- _What you need to do_
Search the data below for the word "Persiaran" and copy each line that holds it.
---------- Records for the exercise ----------
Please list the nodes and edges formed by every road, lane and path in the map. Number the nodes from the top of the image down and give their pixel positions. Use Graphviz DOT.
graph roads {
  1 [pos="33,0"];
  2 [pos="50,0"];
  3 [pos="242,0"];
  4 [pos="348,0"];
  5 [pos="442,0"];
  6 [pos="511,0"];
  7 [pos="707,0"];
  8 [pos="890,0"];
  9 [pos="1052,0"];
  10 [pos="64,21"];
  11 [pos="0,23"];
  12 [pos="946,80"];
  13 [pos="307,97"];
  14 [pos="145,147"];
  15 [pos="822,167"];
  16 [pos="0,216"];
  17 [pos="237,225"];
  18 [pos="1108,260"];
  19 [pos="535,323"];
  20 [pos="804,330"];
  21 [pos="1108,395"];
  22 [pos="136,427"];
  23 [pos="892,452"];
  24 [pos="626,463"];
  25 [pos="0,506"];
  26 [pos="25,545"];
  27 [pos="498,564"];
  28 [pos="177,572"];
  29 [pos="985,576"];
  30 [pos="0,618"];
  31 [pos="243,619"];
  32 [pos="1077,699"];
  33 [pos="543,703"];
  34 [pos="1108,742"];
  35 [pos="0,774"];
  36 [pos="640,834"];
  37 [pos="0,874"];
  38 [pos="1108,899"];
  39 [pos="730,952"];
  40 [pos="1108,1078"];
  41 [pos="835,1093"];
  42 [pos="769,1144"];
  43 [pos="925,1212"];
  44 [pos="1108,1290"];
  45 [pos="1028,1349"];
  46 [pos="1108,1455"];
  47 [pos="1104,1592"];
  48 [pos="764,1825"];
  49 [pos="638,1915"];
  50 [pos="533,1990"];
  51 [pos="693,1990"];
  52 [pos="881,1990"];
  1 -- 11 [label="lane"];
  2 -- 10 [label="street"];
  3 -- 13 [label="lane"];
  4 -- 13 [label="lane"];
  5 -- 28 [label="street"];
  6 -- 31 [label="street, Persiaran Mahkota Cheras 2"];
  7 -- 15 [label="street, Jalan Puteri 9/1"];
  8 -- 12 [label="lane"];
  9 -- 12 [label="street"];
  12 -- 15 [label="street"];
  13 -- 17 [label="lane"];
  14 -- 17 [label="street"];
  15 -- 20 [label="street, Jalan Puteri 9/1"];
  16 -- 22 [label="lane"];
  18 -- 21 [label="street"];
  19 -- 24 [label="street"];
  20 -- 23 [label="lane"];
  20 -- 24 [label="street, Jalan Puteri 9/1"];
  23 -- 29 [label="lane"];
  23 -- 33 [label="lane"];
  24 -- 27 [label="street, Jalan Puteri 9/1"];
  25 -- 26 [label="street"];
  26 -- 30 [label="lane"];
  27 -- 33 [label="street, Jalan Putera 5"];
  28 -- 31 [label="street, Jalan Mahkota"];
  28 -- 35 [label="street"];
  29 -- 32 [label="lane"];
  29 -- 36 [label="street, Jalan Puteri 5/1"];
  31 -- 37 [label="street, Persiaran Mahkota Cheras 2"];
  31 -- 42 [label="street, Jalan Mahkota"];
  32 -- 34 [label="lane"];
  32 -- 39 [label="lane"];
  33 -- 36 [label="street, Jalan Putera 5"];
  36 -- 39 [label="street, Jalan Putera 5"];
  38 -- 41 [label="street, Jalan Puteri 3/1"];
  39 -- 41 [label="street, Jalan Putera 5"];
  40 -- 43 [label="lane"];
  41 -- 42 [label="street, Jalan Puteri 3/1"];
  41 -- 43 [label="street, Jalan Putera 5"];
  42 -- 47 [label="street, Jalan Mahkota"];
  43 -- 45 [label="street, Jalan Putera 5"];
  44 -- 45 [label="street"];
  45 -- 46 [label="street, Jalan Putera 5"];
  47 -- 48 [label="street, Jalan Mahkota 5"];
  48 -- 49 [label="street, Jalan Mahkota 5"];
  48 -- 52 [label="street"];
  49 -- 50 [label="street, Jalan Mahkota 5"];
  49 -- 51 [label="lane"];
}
----------
- _Written response_
  6 -- 31 [label="street, Persiaran Mahkota Cheras 2"];
  31 -- 37 [label="street, Persiaran Mahkota Cheras 2"];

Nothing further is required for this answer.